Serenity: Leaves on the Wind
Writer: Zack Whedon
Artist: Georges Jeanty
Colorist: Laura Martin (with Lovern Kindzierski for Chapter 6)
Letterer: Michael Heisler
Editor: Scott Allie
Publisher: Dark Horse Books
Publication Date: 2014
No. of Issues: 6

Introduction

First presented in Joss Whedon’s sadly singular season of Firefly (2002-2003), and then followed by the film adaptation, Serenity (2005), and an ongoing run of comic books published by Dark Horse Books (2005 – ), Serenity: Leaves on the Wind is a six-issue series written by Zack Whedon and with art by Georges Jeanty, following the exploits of Captain Malcolm Reynolds and his ragtag band of space cowboys aboard the firefly-class transport ship, Serenity.
Earlier comics in the series examined tantalizing backstories from the ‘verse (The Shepherd’s Tale), bridged between events already recollected (Those Left Behind, Better Days), or offered timeless snap-shots of the crew aimin’ to misbehave (The Other Half, Downtime).    

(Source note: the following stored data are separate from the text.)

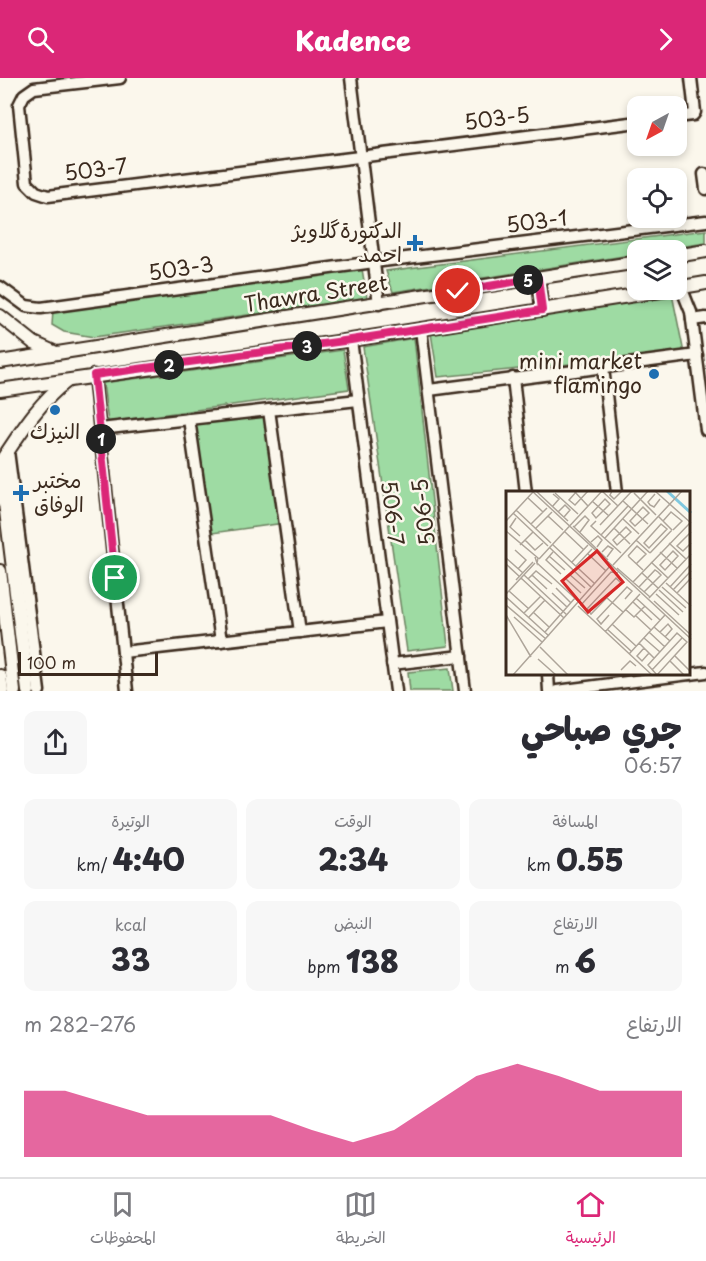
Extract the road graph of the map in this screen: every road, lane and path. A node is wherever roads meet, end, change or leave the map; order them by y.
1 (120, 78) edge
2 (351, 78) edge
3 (691, 78) edge
4 (687, 116) edge
5 (627, 123) edge
6 (360, 155) junction
7 (704, 174) dead end
8 (706, 189) edge
9 (706, 221) edge
10 (706, 251) edge
11 (687, 254) edge
12 (374, 262) junction
13 (627, 264) edge
14 (538, 278) junction
15 (706, 283) edge
16 (0, 287) edge
17 (687, 287) edge
18 (627, 296) edge
19 (684, 300) edge
20 (379, 304) junction
21 (542, 310) junction
22 (0, 316) edge
23 (706, 318) edge
24 (692, 320) junction
25 (421, 329) junction
26 (351, 340) junction
27 (57, 353) junction
28 (697, 355) junction
29 (0, 362) edge
30 (603, 367) junction
31 (94, 375) junction
32 (513, 378) junction
33 (69, 380) junction
34 (0, 390) edge
35 (429, 390) junction
36 (358, 400) junction
37 (269, 410) junction
38 (189, 419) junction
39 (100, 429) junction
40 (706, 430) edge
41 (3, 459) edge
42 (526, 491) edge
43 (617, 491) edge
44 (0, 570) edge
45 (387, 622) junction
46 (300, 632) junction
47 (221, 641) junction
48 (123, 652) junction
49 (461, 656) junction
50 (392, 664) junction
51 (706, 672) edge
52 (691, 674) edge
53 (0, 676) edge
54 (548, 676) edge
55 (664, 676) edge
56 (638, 678) edge
57 (598, 688) edge
58 (2, 691) edge
59 (14, 691) edge
60 (28, 691) edge
61 (39, 691) edge
62 (127, 691) edge
63 (396, 691) edge
64 (465, 691) edge
65 (549, 691) edge
66 (557, 691) edge

1 - 6 street, 503-7
2 - 6 street
3 - 4 street
5 - 6 street, 503-5
6 - 12 street
7 - 8 street
9 - 12 street, 503-1
10 - 11 main road
12 - 16 street, 503-3
12 - 20 street
13 - 14 main road, Thawra Street
14 - 20 main road, Thawra Street
14 - 21 main road
15 - 17 main road
18 - 21 main road
19 - 24 street
20 - 27 main road, Thawra Street
21 - 25 main road
22 - 27 main road
23 - 24 street
24 - 28 street
25 - 26 main road
25 - 35 street, 506-5
26 - 31 main road
26 - 36 street, 506-7
27 - 29 main road, Thawra Street
28 - 30 street
28 - 40 street
30 - 32 street
30 - 43 street
31 - 33 main road
31 - 39 street
32 - 35 street
32 - 42 street
33 - 34 main road
33 - 41 main road
35 - 49 street, 506-5
36 - 37 street
36 - 45 street, 506-7
37 - 38 street
37 - 46 street
38 - 39 street
38 - 47 street
39 - 48 street
41 - 60 main road
41 - 61 street
44 - 59 main road
45 - 46 street
45 - 50 street, 506-7
46 - 47 street
47 - 48 street
48 - 62 street
49 - 50 street
49 - 64 street, 506-5
50 - 63 street, 506-7
51 - 52 street
53 - 58 main road
54 - 65 street
55 - 56 street
56 - 57 street
57 - 66 street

Following the lead briefly set by one-shots Float Out and It’s Never Easy, Leaves on the Wind is the first extended look at the fallout from Serenity, a film in which certain beloved characters from the show failed to make the final reel and the Alliance government’s all-encompassing dominance was shaken as galaxy altering science experiments were revealed.

Published in 2014, Leaves on the Wind is a direct sequel to the 2005 movie, where events continue to follow Serenity’s Laws of Commotion, although now, to borrow from Captain Mal himself: “This ain’t no wobbly-headed doll caper. This here’s history” (episode: “Trash”).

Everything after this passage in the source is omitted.